The basis of presentation should be disclosed in the carve-out financial statements. The financial statements should be appropriately titled as either consolidated or combined in accordance with ASC 810-10-05, ASC 810-10-55-1B, and Regulation S-X Rule 3A-01 through Regulation S-X Rule 3A-04 (for filings with the SEC). When the financial statements constitute a legal entity that has a controlling financial interest in all other entities included in the financial statements, the statements are referred to as consolidated financial statements.
Conversely, in a situation when there are multiple legal entities included in the financial statements, but they are not under the control of a single legal entity that is part of the carve-out financial statements, the financial statements will be referred to as combined. Combined financial statements may also be presented when assets and operations that represent components of multiple legal entities are presented, such as when a set of carve-out financial statements is required for a collection of product lines that are not manufactured by the same division of an organization.
Example CO 3-1 illustrates how the structure of a transaction influences whether the financial statements are labeled as consolidated or combined.
EXAMPLE CO 3-1
Divestiture scenario that results in preparation of combined financial statements
Parent Entity plans to sell Subsidiary A, Subsidiary B, and Subsidiary E to a buyer.
Should the carve-out financial statements be labeled as consolidated or combined?
Analysis
The financial statements should be labeled as combined. Consolidated financial statements are prepared on the basis of a controlling financial interest. Neither Subsidiary A nor Subsidiary B have a controlling financial interest in each other. Subsidiary A and Subsidiary B are sister entities. Financial statements are only labeled as consolidated when there is a parent-subsidiary relationship for all entities included in the financial statements. Although Subsidiary A and Subsidiary E have a parent-subsidiary relationship, because Subsidiary B is a sister entity, the financial statements should be labeled as combined. Financial statements cannot be labeled as both consolidated and combined.

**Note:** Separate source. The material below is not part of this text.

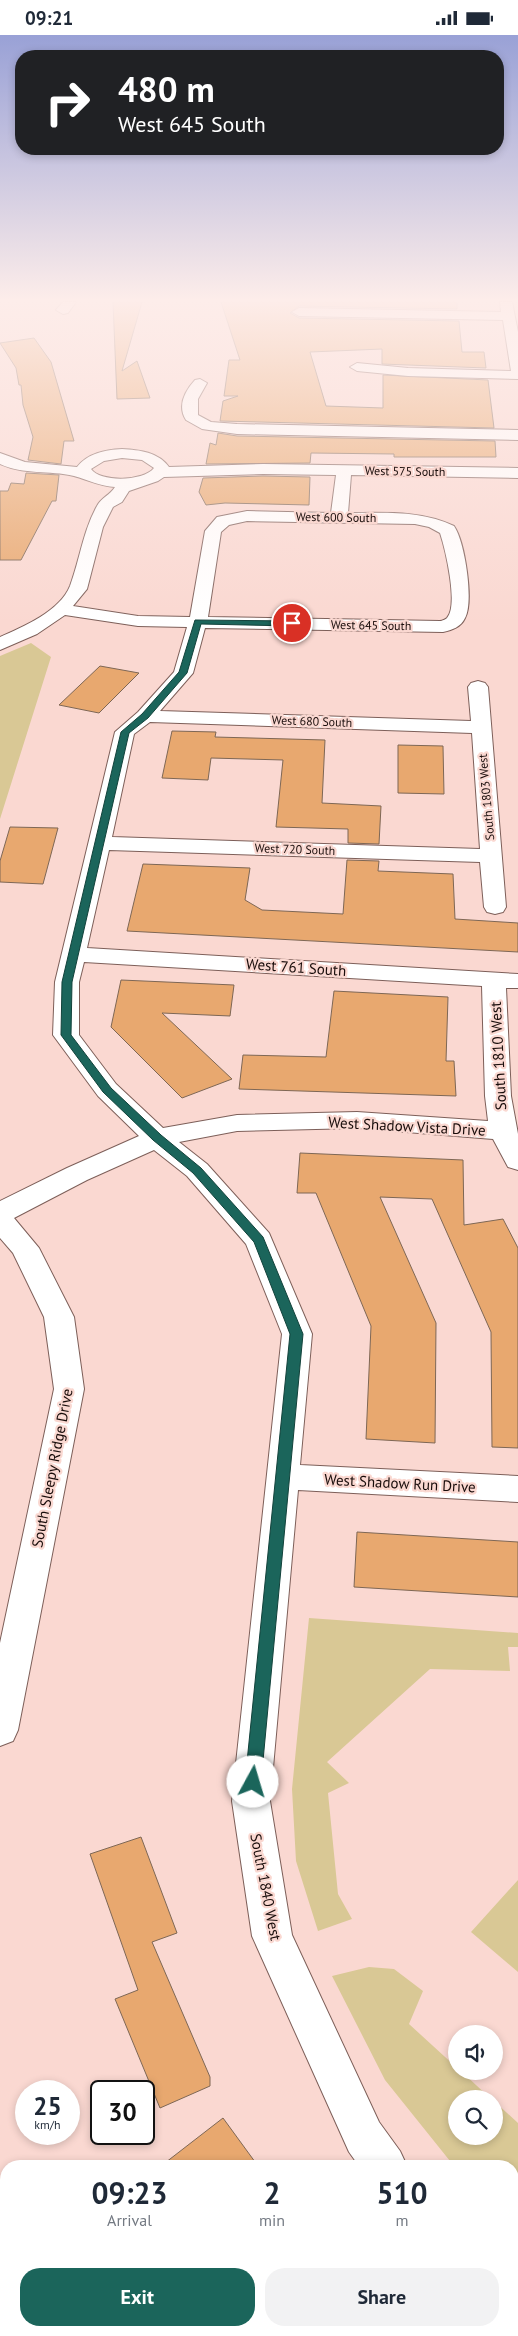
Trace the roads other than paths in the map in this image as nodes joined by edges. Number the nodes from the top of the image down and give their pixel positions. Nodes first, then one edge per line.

If prior to the sale, Parent Entity created a newco and contributed Subsidiary A, Subsidiary B, and Subsidiary E to the newco, this would be a transaction of entities under common control. If newco’s financial statements include the period in which the newco was created, those financial statements would reflect the recapitalization retrospectively for all periods presented (i.e., as if the newco had always existed) and the financial statements would be labeled as consolidated.